Entity reputation is a selected sort of NLU that specializes in figuring out the entities in a message, then extracting the maximum important facts. Approximately the ones entities. There are sorts of entities: named entities and numeric entities. Named entities are grouped in categories that include people, organizations and locations. Numerical entities are numbers, currencies and percentages. Numerical entities are numbers, currencies and percentages.

For example, “‘I want to book a ticket from DELHI to COCHIN”, here both Delhi and Cochin are entities(location)

Differences Between NLP,NLU and NLG

NLU is a subset of natural language processing (NLP). NLP attempts to analyze and understand the text of a particular document.

Let’s take an example sentence:

  • Please crack the windows, the car is getting hot.

NLP mainly , focuses on processing text in the literal sense. Conversely, NLU focuses on extracting context and intent, meaning.
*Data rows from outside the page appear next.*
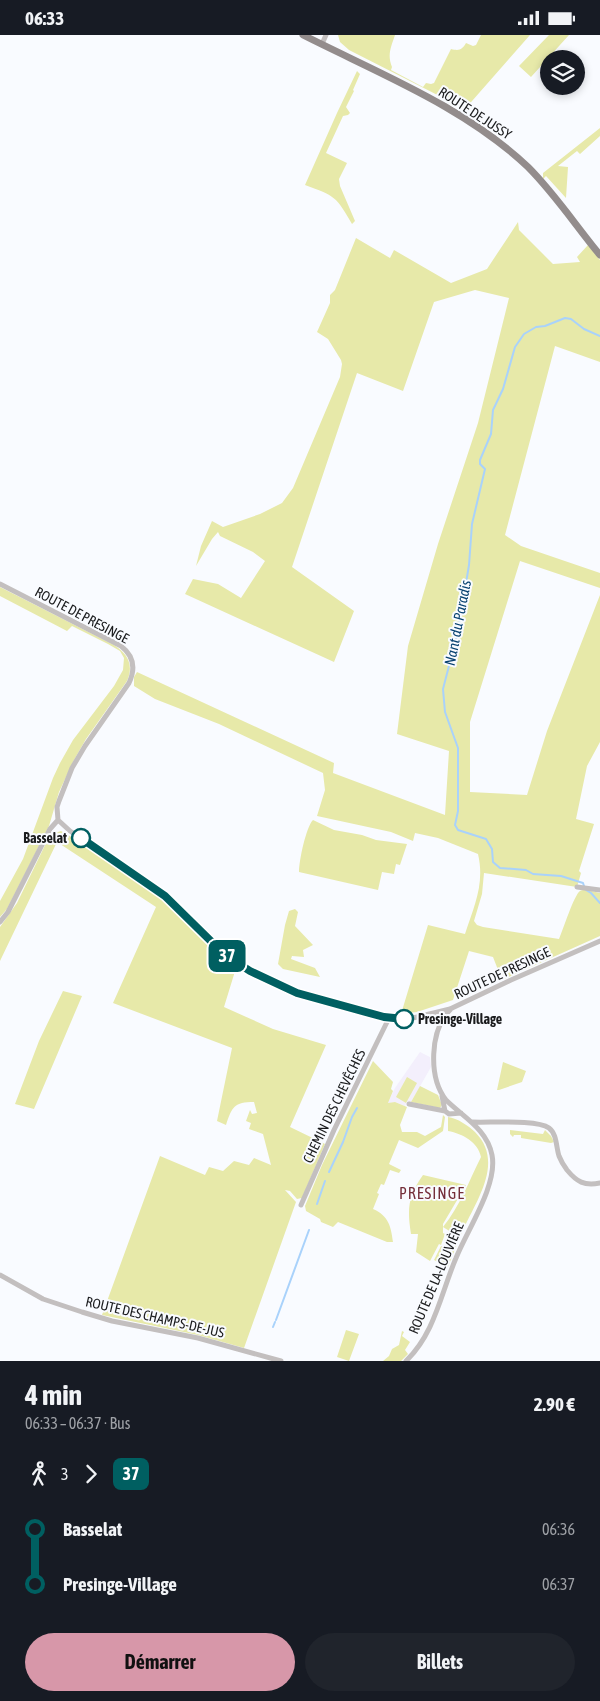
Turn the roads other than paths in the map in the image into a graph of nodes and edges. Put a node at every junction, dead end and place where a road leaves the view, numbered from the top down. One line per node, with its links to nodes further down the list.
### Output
1 (303, 35): 3 (main road, ROUTE DE JUSSY)
2 (326, 35): 3 (street)
3 (322, 44): 4 (main road, ROUTE DE JUSSY)
4 (600, 255)
5 (0, 584): 6 (street, ROUTE DE PRESINGE)
6 (58, 819): 9 (street); 12 (street, ROUTE DE PRESINGE)
7 (582, 888): 8 (street)
8 (600, 890)
9 (0, 922)
10 (600, 941): 11 (street, ROUTE DE PRESINGE)
11 (450, 1009): 12 (street, ROUTE DE PRESINGE); 13 (street)
12 (389, 1018): 19 (street, CHEMIN DES CHEVÊCHES)
13 (442, 1095): 15 (street); 16 (street, ROUTE DE LA-LOUVIÈRE)
14 (409, 1104): 15 (street)
15 (444, 1111): 16 (street)
16 (461, 1113): 17 (street, ROUTE DE LA-LOUVIÈRE)
17 (472, 1122): 18 (street); 22 (street, ROUTE DE LA-LOUVIÈRE)
18 (600, 1183)
19 (301, 1205)
20 (0, 1275): 21 (street, ROUTE DES CHAMPS-DE-JUS)
21 (282, 1361)
22 (406, 1361)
NLP will take the request to crack the windows in the literal sense, but it will be NLU which will help draw the inference, that the user may be intending to roll down the windows.
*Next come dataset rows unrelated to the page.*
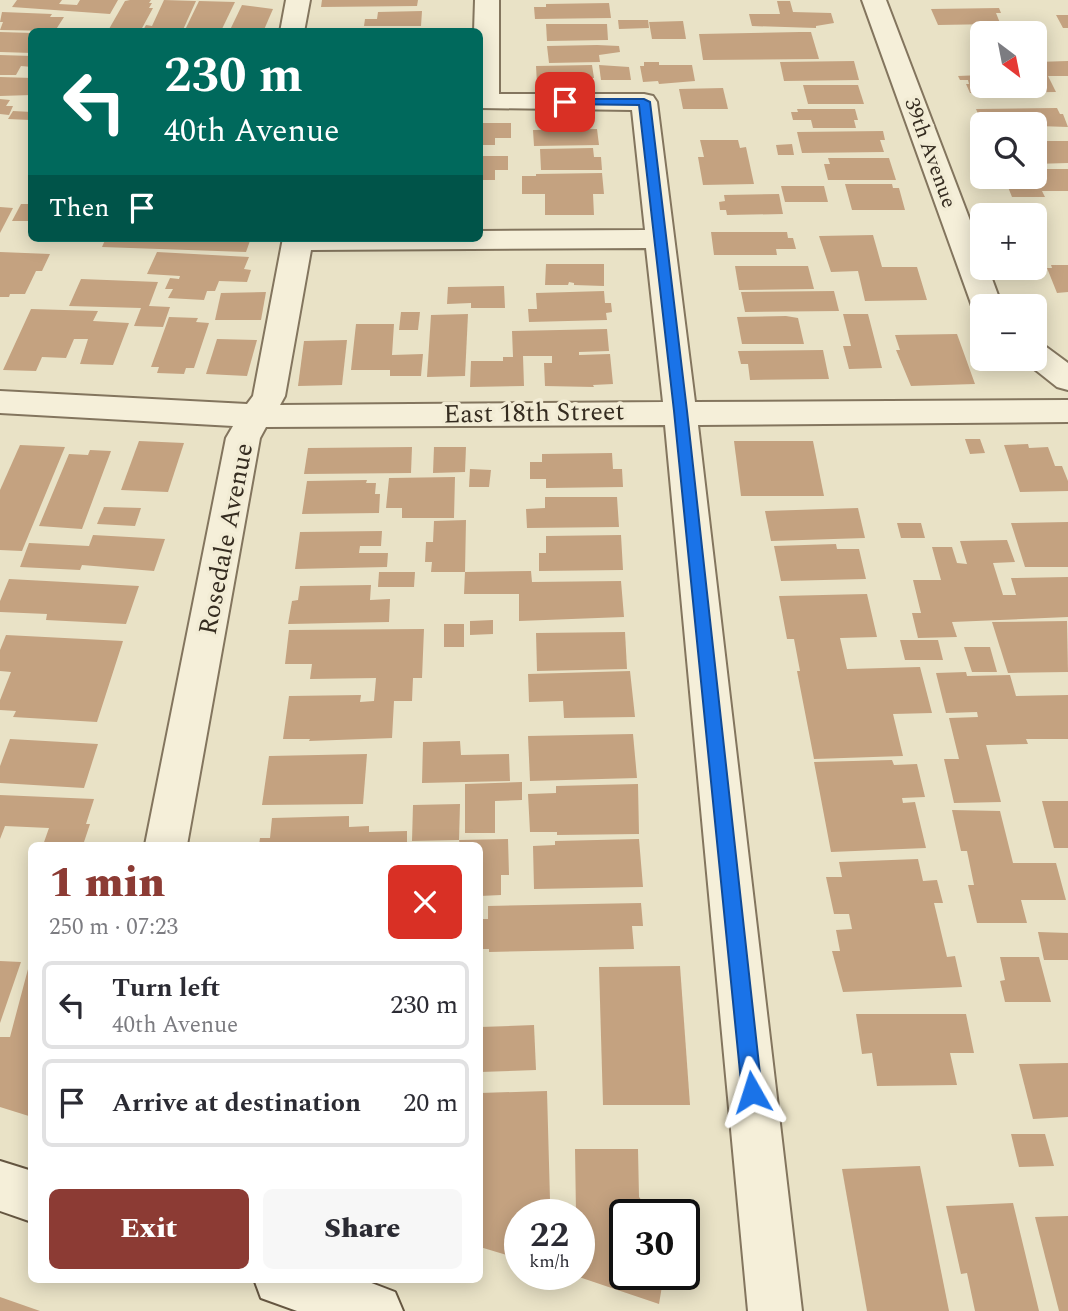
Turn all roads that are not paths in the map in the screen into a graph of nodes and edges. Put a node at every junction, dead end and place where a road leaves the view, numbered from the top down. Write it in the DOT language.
graph roads {
  1 [pos="298,0"];
  2 [pos="487,0"];
  3 [pos="874,0"];
  4 [pos="293,28"];
  5 [pos="483,239"];
  6 [pos="661,239"];
  7 [pos="298,242"];
  8 [pos="983,294"];
  9 [pos="1047,363"];
  10 [pos="1068,379"];
  11 [pos="0,402"];
  12 [pos="680,411"];
  13 [pos="1068,411"];
  14 [pos="257,416"];
  15 [pos="167,842"];
  16 [pos="0,1186"];
  17 [pos="28,1196"];
  18 [pos="292,1283"];
  19 [pos="376,1311"];
  20 [pos="775,1311"];
  1 -- 4 [label="street"];
  2 -- 6 [label="street"];
  3 -- 8 [label="street, 39th Avenue"];
  5 -- 6 [label="street"];
  6 -- 12 [label="street"];
  7 -- 14 [label="street, Rosedale Avenue"];
  9 -- 10 [label="street"];
  11 -- 14 [label="street, East 18th Street"];
  12 -- 13 [label="street, East 18th Street"];
  12 -- 14 [label="street, East 18th Street"];
  12 -- 20 [label="street"];
  14 -- 15 [label="street, Rosedale Avenue"];
  16 -- 17 [label="street"];
  18 -- 19 [label="street"];
}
Natural language processing (NLP)

Natural language processing (NLP) is a field of artificial intelligence in which computers analyze, understand, and derive meaning from human language in a smart and useful way. By utilizing NLP, developers can organize and structure knowledge to perform tasks such as automatic summarization, translation, named entity recognition, relationship extraction, sentiment analysis, speech recognition, and topic segmentation.

Apart from common word processor operations that treat text like a mere sequence of symbols, NLP considers the hierarchical structure of language: several words make a phrase, several phrases make a sentence and, ultimately, sentences convey ideas,” John Rehling, an NLP expert at Meltwater Group, says in How Natural Language Processing Helps Uncover Social Media Sentiment. “By looking language for its meaning, NLP systems have long filled useful roles, such as correcting grammar, converting speech to text and automatically translating between languages.”

Natural language generation (NLG)

NLP is used to analyze text, allowing machines to undestand how human speech work

Natural language generation (NLG) is the use of artificial intelligence (AI) programming to produce written or spoken narratives from a data set. NLG is related to human-to-machine and machine-to-human interaction, including computational linguistics, natural language processing (NLP) and natural language understanding (NLU).

Research about NLG often focuses on building computer programs that provide data points with context. Sophisticated NLG software can mine large quantities of numerical data. NLG software is really useful for producing news and other time-sensitive stories on the internet.

NLU Applications

Data collection

Data collection is the process of collecting and recording information about an object, person, or event. Assume your e-commerce company uses NLU, in which case clients must provide shipping and billing information verbally. The software understands the customer’s meaning and automatically fills in the information.

Customer care and service with an intelligent personal assistant

NLU is the technology behind chatbots, computer programs that communicate with humans in natural language via text or voice. Chatbots can follow a script and answer, only the questions in that script. These smart personal assistants, are a convenient addition to customer service. As an example, chatbots are usually provide answers to frequently asked questions. To achieve this, NLU technology requires different layers of processes. Feature extraction and classification, entity linking, knowledge management.

Conversational interfaces. 

Many voice-enabled devices, including Amazon Alexa and Google Home, allow users to speak naturally. With NLU, conversational interfaces can understand and respond to human voice, by segmenting words and phrases, recognizing grammar, and using semantic knowledge to infer intent.